For supper the party went with Nelson. The gayety of the others left Alice cold. Nelson, with the art of the practised entertainer, urged the eating and drinking, and when the party left the buzzing café some of them were heated and unrestrained. At two o'clock, Alice with her husband and Fritzie reached their apartment, and Alice, very tired, went directly to her own rooms. MacBirney came in, somewhat out of humor. "What's the matter with you to-night?" he demanded. Alice had dismissed Annie and her husband sat down beside her table.
"With me? Nothing, Walter; why?"
"You acted so cattish all the evening," he complained, with an irritating little oath.
Alice was in no mood to help him along. "How so?" she asked tying her hair as she turned to look at him.
An inelegant exclamation annoyed her further. "You know what I mean just as well as I do," he went on curtly. "You never opened your mouth the whole evening. Lottie asked me what the matter was with you----"
Alice repeated but one word of the complaining sentence. "Lottie!" she echoed. Her husband's anger grew. "If Lottie would talk less," continued Alice quietly, "and drink less, I should be less ashamed to be seen with her. And perhaps I could talk more myself."

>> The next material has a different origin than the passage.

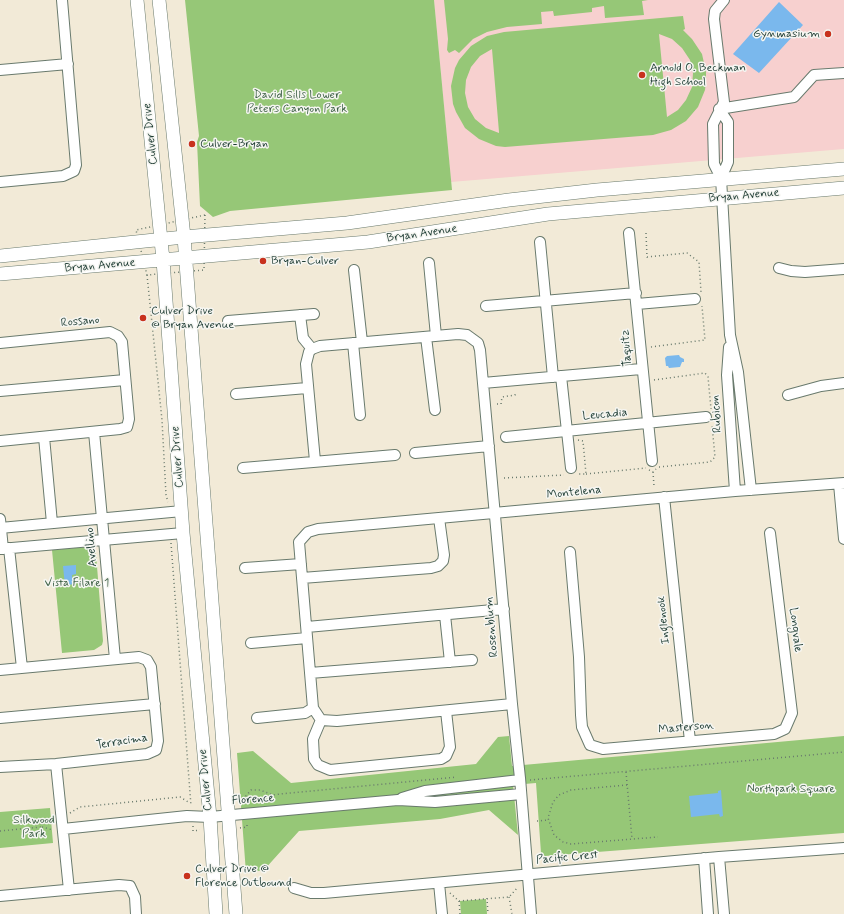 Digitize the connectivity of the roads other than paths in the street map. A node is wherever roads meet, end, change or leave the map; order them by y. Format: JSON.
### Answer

"You never did like anybody that liked me. So it is Lottie you're jealous of?"
"No, not 'jealous of,' only ashamed of. Even at the dinner she was scandalous, I thought."
Her husband regarded her with stubborn contempt, and it hurt. "You are very high and mighty to-night. I wonder," he said with a scarcely concealed sneer, "whether prosperity has turned your head."
"You need not look at me in that way, Walter, and you need not taunt me."